Not suitable for open addressing
Increased potential for primary clustering
Complex implementation
Higher memory overhead compared to chaining
What is the significance of the output size of a cryptographic hash function?
Affects the uniqueness of the hash for different inputs
Impacts the resistance against brute-force attacks
Influences the memory required to store the hash function
Determines the speed of hash computation
Which collision resolution technique involves using a second, independent hash function to compute the probe sequence?
Separate Chaining
Quadratic Probing
Linear Probing
Double Hashing
What is the primary advantage of using a hashmap over a simple array for storing and retrieving data?
Hashmaps provide faster access to data based on a key, while arrays require linear search in some cases.

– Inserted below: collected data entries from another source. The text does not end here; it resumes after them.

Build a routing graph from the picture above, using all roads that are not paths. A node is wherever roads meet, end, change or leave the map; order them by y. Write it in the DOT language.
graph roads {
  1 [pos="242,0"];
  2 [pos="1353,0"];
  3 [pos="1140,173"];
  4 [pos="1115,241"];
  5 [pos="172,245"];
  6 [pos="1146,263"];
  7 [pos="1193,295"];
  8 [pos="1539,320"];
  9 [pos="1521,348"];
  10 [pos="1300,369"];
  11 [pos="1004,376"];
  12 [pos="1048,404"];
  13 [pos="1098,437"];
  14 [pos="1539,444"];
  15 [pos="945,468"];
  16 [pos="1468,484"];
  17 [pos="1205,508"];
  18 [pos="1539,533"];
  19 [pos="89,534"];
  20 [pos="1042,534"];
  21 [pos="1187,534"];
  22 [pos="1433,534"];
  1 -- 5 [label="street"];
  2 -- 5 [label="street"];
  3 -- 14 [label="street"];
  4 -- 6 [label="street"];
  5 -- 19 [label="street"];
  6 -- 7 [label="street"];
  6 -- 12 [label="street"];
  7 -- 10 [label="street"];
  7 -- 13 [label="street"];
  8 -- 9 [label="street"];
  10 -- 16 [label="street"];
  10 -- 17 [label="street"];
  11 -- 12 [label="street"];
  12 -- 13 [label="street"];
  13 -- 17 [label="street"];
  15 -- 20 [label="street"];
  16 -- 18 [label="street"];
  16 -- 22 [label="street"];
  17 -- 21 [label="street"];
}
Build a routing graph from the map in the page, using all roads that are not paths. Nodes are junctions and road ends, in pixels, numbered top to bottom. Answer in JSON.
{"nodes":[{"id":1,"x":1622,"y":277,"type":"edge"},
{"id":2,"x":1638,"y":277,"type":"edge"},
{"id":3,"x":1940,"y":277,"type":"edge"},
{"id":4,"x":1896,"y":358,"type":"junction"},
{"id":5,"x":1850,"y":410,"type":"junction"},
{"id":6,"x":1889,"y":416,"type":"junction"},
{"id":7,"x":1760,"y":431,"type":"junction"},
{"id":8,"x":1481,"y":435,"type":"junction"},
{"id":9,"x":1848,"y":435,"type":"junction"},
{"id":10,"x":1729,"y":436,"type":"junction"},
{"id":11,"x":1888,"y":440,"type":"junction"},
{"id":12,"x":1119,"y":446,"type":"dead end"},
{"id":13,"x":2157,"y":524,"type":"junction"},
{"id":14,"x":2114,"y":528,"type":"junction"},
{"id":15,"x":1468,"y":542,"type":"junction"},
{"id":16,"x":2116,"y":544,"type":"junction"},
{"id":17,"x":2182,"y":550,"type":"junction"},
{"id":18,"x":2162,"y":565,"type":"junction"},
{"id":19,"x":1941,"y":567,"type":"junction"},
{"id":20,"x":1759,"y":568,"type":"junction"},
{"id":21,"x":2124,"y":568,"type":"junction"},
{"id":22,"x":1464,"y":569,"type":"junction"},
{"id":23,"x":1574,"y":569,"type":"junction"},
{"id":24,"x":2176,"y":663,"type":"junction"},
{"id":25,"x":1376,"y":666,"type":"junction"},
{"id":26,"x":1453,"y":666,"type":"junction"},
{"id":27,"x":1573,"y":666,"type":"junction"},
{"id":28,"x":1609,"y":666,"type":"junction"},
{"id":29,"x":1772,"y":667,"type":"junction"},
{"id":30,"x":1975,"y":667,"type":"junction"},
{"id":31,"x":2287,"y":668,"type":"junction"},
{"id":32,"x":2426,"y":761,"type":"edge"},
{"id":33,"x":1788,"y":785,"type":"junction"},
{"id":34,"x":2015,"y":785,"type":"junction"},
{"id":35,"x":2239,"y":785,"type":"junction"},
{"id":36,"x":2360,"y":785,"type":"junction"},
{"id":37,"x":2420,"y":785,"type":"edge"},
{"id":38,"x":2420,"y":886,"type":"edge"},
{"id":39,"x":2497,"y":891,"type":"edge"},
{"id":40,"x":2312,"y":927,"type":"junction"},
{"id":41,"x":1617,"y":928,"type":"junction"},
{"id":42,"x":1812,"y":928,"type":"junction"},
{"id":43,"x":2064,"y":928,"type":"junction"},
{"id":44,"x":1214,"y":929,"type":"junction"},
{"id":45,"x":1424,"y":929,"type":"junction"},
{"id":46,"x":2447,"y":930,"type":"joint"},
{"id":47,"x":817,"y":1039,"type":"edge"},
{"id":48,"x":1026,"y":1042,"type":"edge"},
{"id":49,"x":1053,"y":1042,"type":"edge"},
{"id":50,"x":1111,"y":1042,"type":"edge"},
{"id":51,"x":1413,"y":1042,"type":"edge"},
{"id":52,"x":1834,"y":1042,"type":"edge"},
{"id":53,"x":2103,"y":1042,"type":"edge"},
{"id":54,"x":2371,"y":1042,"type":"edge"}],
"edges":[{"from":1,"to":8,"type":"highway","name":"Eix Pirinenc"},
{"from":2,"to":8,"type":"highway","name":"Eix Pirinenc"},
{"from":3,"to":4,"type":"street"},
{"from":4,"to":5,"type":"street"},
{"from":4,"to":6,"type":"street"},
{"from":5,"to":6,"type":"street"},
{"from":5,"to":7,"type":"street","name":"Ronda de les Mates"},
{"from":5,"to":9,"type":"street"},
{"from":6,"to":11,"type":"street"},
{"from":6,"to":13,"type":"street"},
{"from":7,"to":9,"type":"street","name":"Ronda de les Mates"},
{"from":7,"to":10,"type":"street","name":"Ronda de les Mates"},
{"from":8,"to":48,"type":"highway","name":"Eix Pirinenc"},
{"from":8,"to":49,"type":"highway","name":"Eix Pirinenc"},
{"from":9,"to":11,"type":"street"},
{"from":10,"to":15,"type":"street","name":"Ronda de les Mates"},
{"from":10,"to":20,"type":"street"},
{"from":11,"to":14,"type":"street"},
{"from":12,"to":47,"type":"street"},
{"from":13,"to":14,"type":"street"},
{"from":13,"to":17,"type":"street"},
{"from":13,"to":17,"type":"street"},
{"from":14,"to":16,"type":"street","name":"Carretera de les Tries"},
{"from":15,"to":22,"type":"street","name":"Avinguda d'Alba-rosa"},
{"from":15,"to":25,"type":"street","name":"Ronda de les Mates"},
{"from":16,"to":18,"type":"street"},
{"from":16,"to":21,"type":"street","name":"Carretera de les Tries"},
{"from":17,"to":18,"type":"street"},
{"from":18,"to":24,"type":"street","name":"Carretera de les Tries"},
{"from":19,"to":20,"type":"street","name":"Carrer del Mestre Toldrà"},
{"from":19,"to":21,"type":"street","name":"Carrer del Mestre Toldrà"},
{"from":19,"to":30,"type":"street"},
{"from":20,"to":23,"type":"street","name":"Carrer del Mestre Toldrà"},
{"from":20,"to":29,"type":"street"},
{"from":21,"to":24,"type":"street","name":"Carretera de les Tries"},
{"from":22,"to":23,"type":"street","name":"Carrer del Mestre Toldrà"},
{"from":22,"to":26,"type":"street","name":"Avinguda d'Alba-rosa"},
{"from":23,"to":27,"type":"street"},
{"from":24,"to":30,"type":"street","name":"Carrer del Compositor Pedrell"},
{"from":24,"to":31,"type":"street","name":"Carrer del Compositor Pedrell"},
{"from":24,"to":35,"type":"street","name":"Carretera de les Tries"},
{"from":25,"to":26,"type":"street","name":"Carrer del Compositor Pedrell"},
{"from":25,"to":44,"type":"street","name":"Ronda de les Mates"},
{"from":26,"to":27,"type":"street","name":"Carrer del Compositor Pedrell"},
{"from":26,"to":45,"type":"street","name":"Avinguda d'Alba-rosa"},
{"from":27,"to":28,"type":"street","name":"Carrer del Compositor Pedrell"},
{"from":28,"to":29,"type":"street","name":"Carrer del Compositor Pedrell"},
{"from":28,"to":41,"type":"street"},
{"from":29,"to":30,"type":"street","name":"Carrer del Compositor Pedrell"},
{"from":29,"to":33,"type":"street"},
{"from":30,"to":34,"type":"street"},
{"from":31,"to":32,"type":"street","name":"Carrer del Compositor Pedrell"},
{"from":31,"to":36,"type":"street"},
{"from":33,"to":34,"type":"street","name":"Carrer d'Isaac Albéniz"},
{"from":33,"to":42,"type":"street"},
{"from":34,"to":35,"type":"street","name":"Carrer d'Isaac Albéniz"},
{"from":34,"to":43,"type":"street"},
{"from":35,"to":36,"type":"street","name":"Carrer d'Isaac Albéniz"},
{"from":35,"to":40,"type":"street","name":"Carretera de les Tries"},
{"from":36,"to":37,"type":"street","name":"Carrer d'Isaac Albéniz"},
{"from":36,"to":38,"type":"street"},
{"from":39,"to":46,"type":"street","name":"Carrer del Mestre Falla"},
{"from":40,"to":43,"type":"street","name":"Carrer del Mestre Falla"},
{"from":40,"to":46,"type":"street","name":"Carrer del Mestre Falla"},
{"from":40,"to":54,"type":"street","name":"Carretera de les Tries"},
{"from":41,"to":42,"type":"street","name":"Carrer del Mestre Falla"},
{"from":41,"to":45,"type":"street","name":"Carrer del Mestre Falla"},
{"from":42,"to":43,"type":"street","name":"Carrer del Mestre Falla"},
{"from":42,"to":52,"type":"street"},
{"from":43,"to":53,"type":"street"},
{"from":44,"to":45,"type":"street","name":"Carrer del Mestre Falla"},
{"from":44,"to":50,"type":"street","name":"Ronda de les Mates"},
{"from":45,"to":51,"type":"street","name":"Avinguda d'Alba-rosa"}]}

Hashmaps use less memory than arrays.
Hashmaps can store duplicate keys, while arrays cannot.
Hashmaps maintain data in sorted order, unlike arrays.
In a hash table using separate chaining for collision resolution, what is the worst-case time complexity for searching for an element?
O(n log n)
O(log n)
O(1)
O(n)
You need to count the frequency of each word in a large text document. Which combination of data structures would be most efficient for this task?
A binary tree where words are stored in the nodes and their frequencies are stored in the leaves
Two arrays: one for storing words and one for storing their frequencies
A hashmap where words are keys and their frequencies are values
A sorted linked list where each node contains a word and its frequency
How does the choice of a hash function impact the performance of a hashmap?
The hash function has a negligible impact on performance compared to the data structure itself.
A well-chosen hash function minimizes collisions, leading to faster lookups and insertions.
A simple hash function is always preferred as it reduces computational overhead.
A complex hash function guarantees a lower collision rate, improving performance.